## [WHAT TO PRODUCE]
Report back every line in the data that includes the string "numbered".

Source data
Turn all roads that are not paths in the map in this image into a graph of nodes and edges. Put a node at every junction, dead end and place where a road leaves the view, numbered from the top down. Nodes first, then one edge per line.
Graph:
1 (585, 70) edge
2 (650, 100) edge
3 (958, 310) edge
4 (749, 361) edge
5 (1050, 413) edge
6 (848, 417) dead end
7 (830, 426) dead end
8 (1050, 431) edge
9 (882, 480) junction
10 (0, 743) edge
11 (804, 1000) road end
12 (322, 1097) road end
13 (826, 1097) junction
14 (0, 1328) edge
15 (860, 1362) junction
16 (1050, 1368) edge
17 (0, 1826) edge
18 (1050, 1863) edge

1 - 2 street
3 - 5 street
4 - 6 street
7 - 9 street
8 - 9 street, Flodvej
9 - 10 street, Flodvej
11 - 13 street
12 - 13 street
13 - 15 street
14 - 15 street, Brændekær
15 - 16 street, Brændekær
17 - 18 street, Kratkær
* * *
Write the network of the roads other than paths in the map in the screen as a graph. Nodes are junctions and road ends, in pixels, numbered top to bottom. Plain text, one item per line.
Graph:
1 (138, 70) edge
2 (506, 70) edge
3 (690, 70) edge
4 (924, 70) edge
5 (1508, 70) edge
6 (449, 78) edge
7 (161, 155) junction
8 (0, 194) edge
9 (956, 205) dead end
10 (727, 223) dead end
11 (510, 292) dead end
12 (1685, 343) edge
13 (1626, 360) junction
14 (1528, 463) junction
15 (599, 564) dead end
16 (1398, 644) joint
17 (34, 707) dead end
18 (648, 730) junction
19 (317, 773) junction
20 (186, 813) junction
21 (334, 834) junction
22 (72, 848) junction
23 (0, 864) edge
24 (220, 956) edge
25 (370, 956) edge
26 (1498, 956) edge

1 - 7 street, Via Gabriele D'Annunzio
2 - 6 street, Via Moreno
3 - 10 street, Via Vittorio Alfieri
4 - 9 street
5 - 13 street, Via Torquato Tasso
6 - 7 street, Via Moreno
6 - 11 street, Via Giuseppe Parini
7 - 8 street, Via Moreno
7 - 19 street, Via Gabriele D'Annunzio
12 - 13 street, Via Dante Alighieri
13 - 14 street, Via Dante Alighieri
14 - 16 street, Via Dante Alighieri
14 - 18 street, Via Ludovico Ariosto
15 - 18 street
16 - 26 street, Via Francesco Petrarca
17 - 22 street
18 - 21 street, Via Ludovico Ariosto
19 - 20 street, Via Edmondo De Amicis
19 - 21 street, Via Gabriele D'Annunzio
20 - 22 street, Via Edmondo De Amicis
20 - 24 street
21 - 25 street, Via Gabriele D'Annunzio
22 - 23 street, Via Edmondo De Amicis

## [ANSWER TO THE EXERCISE]
Turn all roads that are not paths in the map in this image into a graph of nodes and edges. Put a node at every junction, dead end and place where a road leaves the view, numbered from the top down. Nodes first, then one edge per line.
Write the network of the roads other than paths in the map in the screen as a graph. Nodes are junctions and road ends, in pixels, numbered top to bottom. Plain text, one item per line.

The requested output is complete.